Saved data entries >>
*-*-*

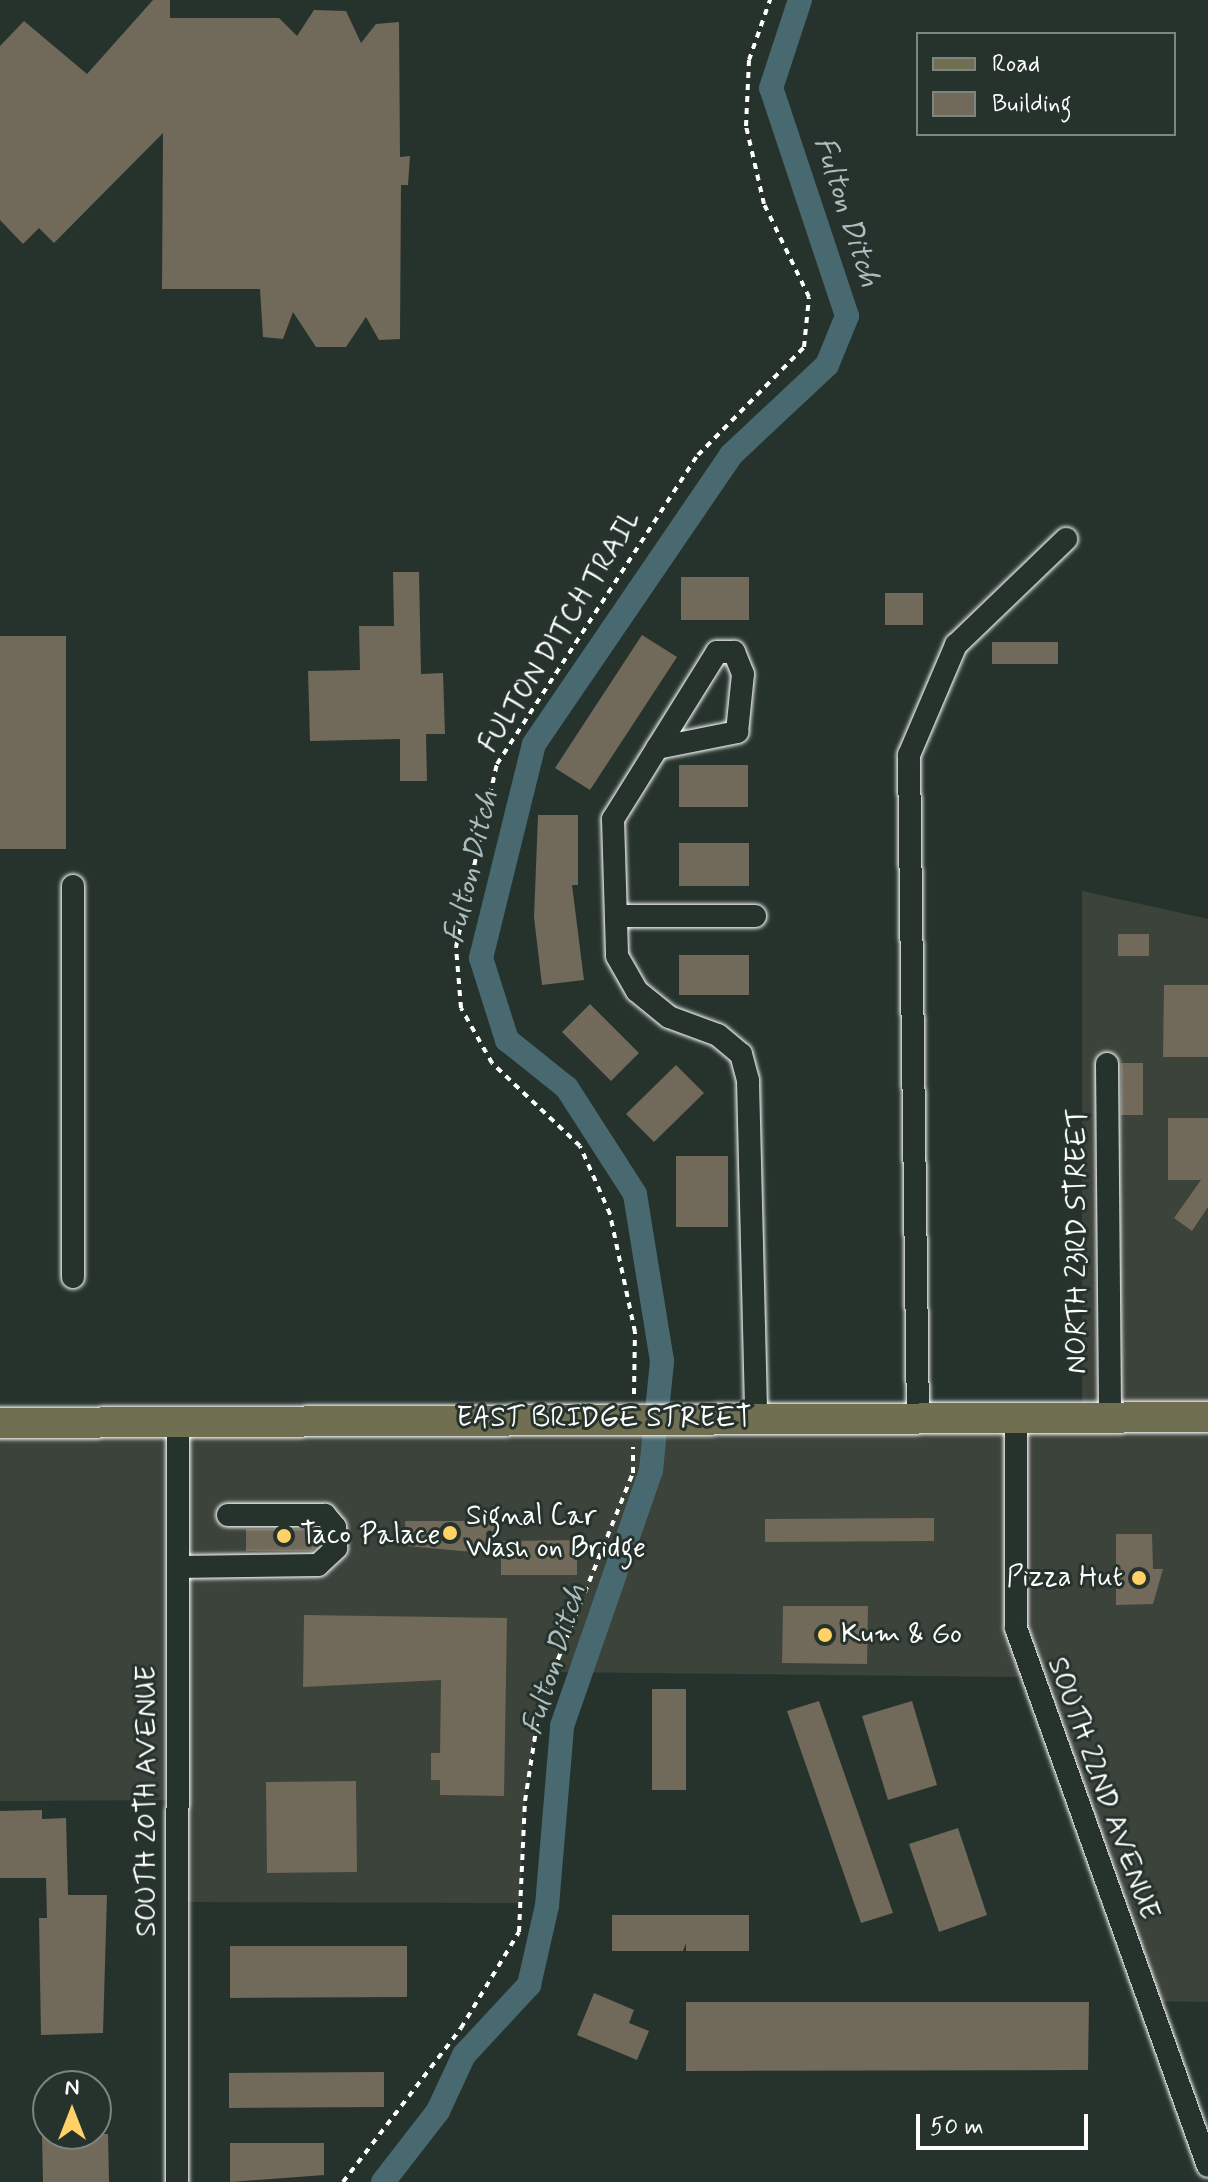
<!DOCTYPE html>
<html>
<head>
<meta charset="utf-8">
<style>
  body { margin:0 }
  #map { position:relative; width:1208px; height:2182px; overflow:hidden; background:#26332d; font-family:Mynerve,sans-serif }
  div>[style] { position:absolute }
  .built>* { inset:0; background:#3c433a }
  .canal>* { height:24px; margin:-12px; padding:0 12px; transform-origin:12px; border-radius:12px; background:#496970 }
  .building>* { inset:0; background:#716959 }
  .path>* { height:4px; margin-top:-2px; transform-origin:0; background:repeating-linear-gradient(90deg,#fff 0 6px,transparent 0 12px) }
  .roads { filter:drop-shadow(0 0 2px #fff) drop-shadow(0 0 2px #fff) }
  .minor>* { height:22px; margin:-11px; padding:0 11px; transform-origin:11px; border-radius:11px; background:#26332d }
  .major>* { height:30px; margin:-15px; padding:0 15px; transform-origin:15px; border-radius:15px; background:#706f52 }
  .dots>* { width:22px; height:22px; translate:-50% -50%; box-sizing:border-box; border:4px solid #26332d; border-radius:50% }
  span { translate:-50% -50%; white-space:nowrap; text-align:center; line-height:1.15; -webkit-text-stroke:6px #26332d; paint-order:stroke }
  .street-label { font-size:28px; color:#fff }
  .poi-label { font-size:28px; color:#fff }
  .left { translate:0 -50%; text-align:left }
  .right { translate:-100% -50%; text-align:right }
  .water-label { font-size:30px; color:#adbcbf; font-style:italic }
  .legend { position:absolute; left:916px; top:32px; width:260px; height:104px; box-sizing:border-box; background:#26332d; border:2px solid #7d8581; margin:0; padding:10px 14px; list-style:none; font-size:24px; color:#fff }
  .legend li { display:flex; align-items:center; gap:16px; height:40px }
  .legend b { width:40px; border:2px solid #7d8581 }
  .north { position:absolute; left:32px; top:2070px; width:80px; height:80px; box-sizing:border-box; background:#26332d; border:2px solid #7d8581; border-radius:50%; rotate:0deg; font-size:22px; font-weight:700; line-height:32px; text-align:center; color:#fff }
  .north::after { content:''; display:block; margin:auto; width:28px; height:36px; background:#ffd166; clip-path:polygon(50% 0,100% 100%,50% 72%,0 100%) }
  .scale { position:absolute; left:916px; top:2114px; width:172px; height:36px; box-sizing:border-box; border:4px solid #fff; border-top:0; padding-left:10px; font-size:24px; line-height:28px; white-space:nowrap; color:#fff; -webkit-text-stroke:6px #26332d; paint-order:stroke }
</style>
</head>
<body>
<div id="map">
  <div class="built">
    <div style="clip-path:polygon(1082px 891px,1208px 919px,1208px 2002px,1147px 2001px,1029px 1677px,553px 1672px,540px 1704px,525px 1801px,520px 1903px,178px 1902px,177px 1800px,0 1801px,0 1423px,1082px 1418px)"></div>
  </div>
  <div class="canal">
    <div style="left:383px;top:2182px;width:90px;rotate:-52.2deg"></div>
    <div style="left:438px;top:2111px;width:62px;rotate:-65.1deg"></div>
    <div style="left:464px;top:2055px;width:96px;rotate:-47.1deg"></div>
    <div style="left:529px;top:1985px;width:81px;rotate:-77.2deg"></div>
    <div style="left:547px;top:1906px;width:181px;rotate:-85.2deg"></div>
    <div style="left:562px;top:1726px;width:271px;rotate:-70.8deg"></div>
    <div style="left:651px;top:1470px;width:110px;rotate:-84.2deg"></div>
    <div style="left:662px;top:1361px;width:169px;rotate:-99.2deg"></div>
    <div style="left:635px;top:1194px;width:126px;rotate:-122.7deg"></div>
    <div style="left:567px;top:1088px;width:77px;rotate:-141.3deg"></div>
    <div style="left:507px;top:1040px;width:86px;rotate:-107.6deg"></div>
    <div style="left:481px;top:958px;width:220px;rotate:-76.1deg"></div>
    <div style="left:534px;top:744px;width:350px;rotate:-55.7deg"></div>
    <div style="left:731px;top:455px;width:132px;rotate:-43.2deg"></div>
    <div style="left:827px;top:365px;width:53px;rotate:-67.8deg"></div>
    <div style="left:847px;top:316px;width:240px;rotate:-108.4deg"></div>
    <div style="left:771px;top:88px;width:93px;rotate:-71.8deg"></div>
  </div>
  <div class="building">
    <div style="clip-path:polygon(153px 0,170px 0,170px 18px,279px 18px,297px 36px,314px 10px,346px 11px,361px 43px,376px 24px,399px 22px,400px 157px,410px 156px,408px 185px,401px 185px,400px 339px,379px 340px,366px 317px,346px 347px,316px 347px,293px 312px,283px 339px,263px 337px,260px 289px,162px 289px,163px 133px,54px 243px,39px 228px,23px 244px,0 220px,0 46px,24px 21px,87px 74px)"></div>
    <div style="clip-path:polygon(393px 572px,419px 572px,421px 674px,443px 673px,445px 734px,426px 734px,427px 781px,400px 781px,400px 739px,310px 741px,308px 671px,360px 670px,359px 626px,394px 626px)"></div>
    <div style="clip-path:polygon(681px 577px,749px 577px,749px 620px,681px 620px)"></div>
    <div style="clip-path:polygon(885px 593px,923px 593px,923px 625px,885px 625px)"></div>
    <div style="clip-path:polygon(642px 635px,677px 657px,590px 790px,555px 768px)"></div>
    <div style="clip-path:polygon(0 636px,66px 636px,66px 849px,0 849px)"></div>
    <div style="clip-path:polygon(992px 642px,1058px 642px,1058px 664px,992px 664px)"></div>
    <div style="clip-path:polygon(679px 765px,748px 765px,748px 807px,679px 807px)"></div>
    <div style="clip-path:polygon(538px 815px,578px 815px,578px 885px,572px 885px,584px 980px,542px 985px,534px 917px)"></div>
    <div style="clip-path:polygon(679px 843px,749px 843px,749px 886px,679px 886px)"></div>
    <div style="clip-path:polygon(1118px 934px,1149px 934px,1149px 956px,1118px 956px)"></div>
    <div style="clip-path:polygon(679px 955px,749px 955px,749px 995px,679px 995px)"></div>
    <div style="clip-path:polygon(1164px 985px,1208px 985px,1208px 1057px,1163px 1057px)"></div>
    <div style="clip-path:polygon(590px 1004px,639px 1053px,611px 1081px,562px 1032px)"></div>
    <div style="clip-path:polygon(1121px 1063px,1143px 1063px,1143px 1115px,1121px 1115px)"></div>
    <div style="clip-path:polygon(676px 1065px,704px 1093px,654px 1142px,626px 1114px)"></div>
    <div style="clip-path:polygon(1168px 1118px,1208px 1118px,1208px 1207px,1192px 1231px,1174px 1218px,1201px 1180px,1168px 1180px)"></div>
    <div style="clip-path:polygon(676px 1156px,728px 1156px,728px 1227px,676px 1227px)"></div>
    <div style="clip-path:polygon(934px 1518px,934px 1541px,765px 1542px,765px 1519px)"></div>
    <div style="clip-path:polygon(405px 1521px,495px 1521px,495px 1554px,406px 1546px)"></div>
    <div style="clip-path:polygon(246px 1529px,318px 1529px,321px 1543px,312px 1551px,246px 1551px)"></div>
    <div style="clip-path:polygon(1116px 1534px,1152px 1534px,1153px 1569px,1163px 1569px,1153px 1604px,1116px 1605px)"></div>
    <div style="clip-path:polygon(577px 1540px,577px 1575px,501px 1575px,501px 1541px)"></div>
    <div style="clip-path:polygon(783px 1606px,868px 1606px,867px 1664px,782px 1663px)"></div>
    <div style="clip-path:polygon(304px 1615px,507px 1618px,504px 1796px,440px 1795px,440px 1780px,431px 1780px,431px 1753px,440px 1753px,441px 1680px,303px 1687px)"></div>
    <div style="clip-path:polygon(652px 1689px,686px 1689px,686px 1790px,652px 1790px)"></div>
    <div style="clip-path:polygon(819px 1701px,893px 1913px,861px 1923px,787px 1711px)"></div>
    <div style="clip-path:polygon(912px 1701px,937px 1785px,888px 1800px,862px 1716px)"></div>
    <div style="clip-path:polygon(356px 1781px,357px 1872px,267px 1873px,266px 1782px)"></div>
    <div style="clip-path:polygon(42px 1810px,42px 1819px,66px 1818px,68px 1895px,107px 1895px,103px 2033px,41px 2035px,39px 1918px,47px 1918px,46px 1878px,0 1878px,0 1811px)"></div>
    <div style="clip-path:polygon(958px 1828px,987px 1915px,939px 1932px,909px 1844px)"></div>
    <div style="clip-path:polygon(612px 1915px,749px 1915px,749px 1951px,686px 1951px,686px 1943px,683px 1951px,612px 1951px)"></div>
    <div style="clip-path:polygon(230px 1946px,407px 1946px,407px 1997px,230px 1998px)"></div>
    <div style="clip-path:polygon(594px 1993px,634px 2010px,629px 2023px,649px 2031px,637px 2060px,577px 2035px)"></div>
    <div style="clip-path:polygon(686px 2002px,1089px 2002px,1088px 2070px,686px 2071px)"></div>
    <div style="clip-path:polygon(384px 2072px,384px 2107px,229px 2108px,229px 2073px)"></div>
    <div style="clip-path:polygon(42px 2134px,108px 2134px,109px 2182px,43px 2182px)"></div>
    <div style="clip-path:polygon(230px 2143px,324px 2143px,324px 2175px,230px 2182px)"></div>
  </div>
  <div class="path">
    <div style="left:634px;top:1394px;width:62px;rotate:-89.1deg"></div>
    <div style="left:635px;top:1332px;width:121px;rotate:-102deg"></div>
    <div style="left:610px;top:1214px;width:74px;rotate:-113.8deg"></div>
    <div style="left:580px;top:1146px;width:121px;rotate:-136.7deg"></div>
    <div style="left:492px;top:1063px;width:63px;rotate:-119.4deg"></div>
    <div style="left:461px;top:1008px;width:61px;rotate:-94.7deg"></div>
    <div style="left:456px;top:947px;width:188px;rotate:-77.4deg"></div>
    <div style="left:497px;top:764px;width:369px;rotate:-57deg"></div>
    <div style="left:698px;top:455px;width:151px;rotate:-45.5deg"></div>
    <div style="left:804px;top:347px;width:50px;rotate:-84.3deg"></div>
    <div style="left:809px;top:297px;width:103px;rotate:-115.8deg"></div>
    <div style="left:764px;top:204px;width:80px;rotate:-103deg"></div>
    <div style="left:746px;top:126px;width:66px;rotate:-87.4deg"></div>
    <div style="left:749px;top:60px;width:64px;rotate:-70.7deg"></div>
    <div style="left:343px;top:2182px;width:194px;rotate:-52.5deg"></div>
    <div style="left:461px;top:2028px;width:112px;rotate:-58.9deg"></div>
    <div style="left:519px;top:1932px;width:131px;rotate:-87.4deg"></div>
    <div style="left:525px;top:1801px;width:98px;rotate:-81.2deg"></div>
    <div style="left:540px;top:1704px;width:249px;rotate:-68.1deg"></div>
    <div style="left:633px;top:1473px;width:26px;rotate:-90deg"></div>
  </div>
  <div class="roads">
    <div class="minor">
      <div style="left:657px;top:748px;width:82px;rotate:-11.3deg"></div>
      <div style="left:737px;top:732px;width:58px;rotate:-84.1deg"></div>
      <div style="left:743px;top:674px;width:24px;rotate:-112deg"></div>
      <div style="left:734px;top:652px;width:17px;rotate:180deg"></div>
      <div style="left:717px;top:652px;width:197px;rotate:121.9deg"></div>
      <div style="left:613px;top:819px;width:137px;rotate:88.3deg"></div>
      <div style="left:617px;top:956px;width:40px;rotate:60.3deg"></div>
      <div style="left:637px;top:991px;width:41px;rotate:39.1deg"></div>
      <div style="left:669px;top:1017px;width:52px;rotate:20.2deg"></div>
      <div style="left:718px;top:1035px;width:30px;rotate:40deg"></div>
      <div style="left:741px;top:1054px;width:28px;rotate:75deg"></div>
      <div style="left:748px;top:1081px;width:338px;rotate:88.6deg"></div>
      <div style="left:73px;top:886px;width:391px;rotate:90deg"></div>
      <div style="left:616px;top:916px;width:139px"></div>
      <div style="left:1107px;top:1064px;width:354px;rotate:89.5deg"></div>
      <div style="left:918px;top:1418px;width:663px;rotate:-90.78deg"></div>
      <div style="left:909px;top:755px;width:120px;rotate:-66.9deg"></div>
      <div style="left:956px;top:645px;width:153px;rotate:-43.9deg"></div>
      <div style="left:1016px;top:1418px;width:210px;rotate:90deg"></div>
      <div style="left:1016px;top:1628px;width:571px;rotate:70.36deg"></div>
      <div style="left:178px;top:1567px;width:140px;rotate:-0.8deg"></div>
      <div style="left:318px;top:1565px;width:25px;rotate:-43deg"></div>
      <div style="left:336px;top:1548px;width:21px;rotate:-93deg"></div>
      <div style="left:335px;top:1527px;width:16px;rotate:-130deg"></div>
      <div style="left:325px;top:1515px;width:97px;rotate:180deg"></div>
      <div style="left:177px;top:2182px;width:761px;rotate:-89.92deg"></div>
    </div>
    <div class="major">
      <div style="left:0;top:1423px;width:1208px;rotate:-0.28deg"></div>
    </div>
  </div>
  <div class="dots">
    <div style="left:450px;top:1533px;background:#ffd166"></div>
    <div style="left:284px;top:1536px;background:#ffd166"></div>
    <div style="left:1139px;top:1578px;background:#ffd166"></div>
    <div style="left:825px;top:1635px;background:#ffd166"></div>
  </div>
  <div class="street-label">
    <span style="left:561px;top:632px;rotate:-58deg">FULTON DITCH TRAIL</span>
    <span style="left:1078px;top:1241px;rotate:-90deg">NORTH 23RD STREET</span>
    <span style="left:604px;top:1419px">EAST BRIDGE STREET</span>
    <span style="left:1102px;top:1789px;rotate:70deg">SOUTH 22ND AVENUE</span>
    <span style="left:148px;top:1801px;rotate:-90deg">SOUTH 20TH AVENUE</span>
  </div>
  <div class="poi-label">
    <span class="left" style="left:466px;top:1533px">Signal Car<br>Wash on Bridge</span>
    <span class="left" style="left:300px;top:1536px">Taco Palace</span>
    <span class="right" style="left:1123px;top:1578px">Pizza Hut</span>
    <span class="left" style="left:841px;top:1635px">Kum &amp; Go</span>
  </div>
  <div class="water-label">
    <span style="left:846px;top:212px;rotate:72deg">Fulton Ditch</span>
    <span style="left:472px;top:867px;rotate:-77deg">Fulton Ditch</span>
    <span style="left:555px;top:1660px;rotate:-73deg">Fulton Ditch</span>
  </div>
  <ul class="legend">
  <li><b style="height:10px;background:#706f52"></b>Road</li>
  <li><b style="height:22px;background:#716959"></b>Building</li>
  </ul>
  <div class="north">N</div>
  <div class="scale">50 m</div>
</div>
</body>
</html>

*-*-*

To do >> Without any picture, return exactly the lines of the records above from the first through the line that contains "width:22px; height:22px; translate:-50%".

Output of the task >>
<!DOCTYPE html>
<html>
<head>
<meta charset="utf-8">
<style>
  body { margin:0 }
  #map { position:relative; width:1208px; height:2182px; overflow:hidden; background:#26332d; font-family:Mynerve,sans-serif }
  div>[style] { position:absolute }
  .built>* { inset:0; background:#3c433a }
  .canal>* { height:24px; margin:-12px; padding:0 12px; transform-origin:12px; border-radius:12px; background:#496970 }
  .building>* { inset:0; background:#716959 }
  .path>* { height:4px; margin-top:-2px; transform-origin:0; background:repeating-linear-gradient(90deg,#fff 0 6px,transparent 0 12px) }
  .roads { filter:drop-shadow(0 0 2px #fff) drop-shadow(0 0 2px #fff) }
  .minor>* { height:22px; margin:-11px; padding:0 11px; transform-origin:11px; border-radius:11px; background:#26332d }
  .major>* { height:30px; margin:-15px; padding:0 15px; transform-origin:15px; border-radius:15px; background:#706f52 }
  .dots>* { width:22px; height:22px; translate:-50% -50%; box-sizing:border-box; border:4px solid #26332d; border-radius:50% }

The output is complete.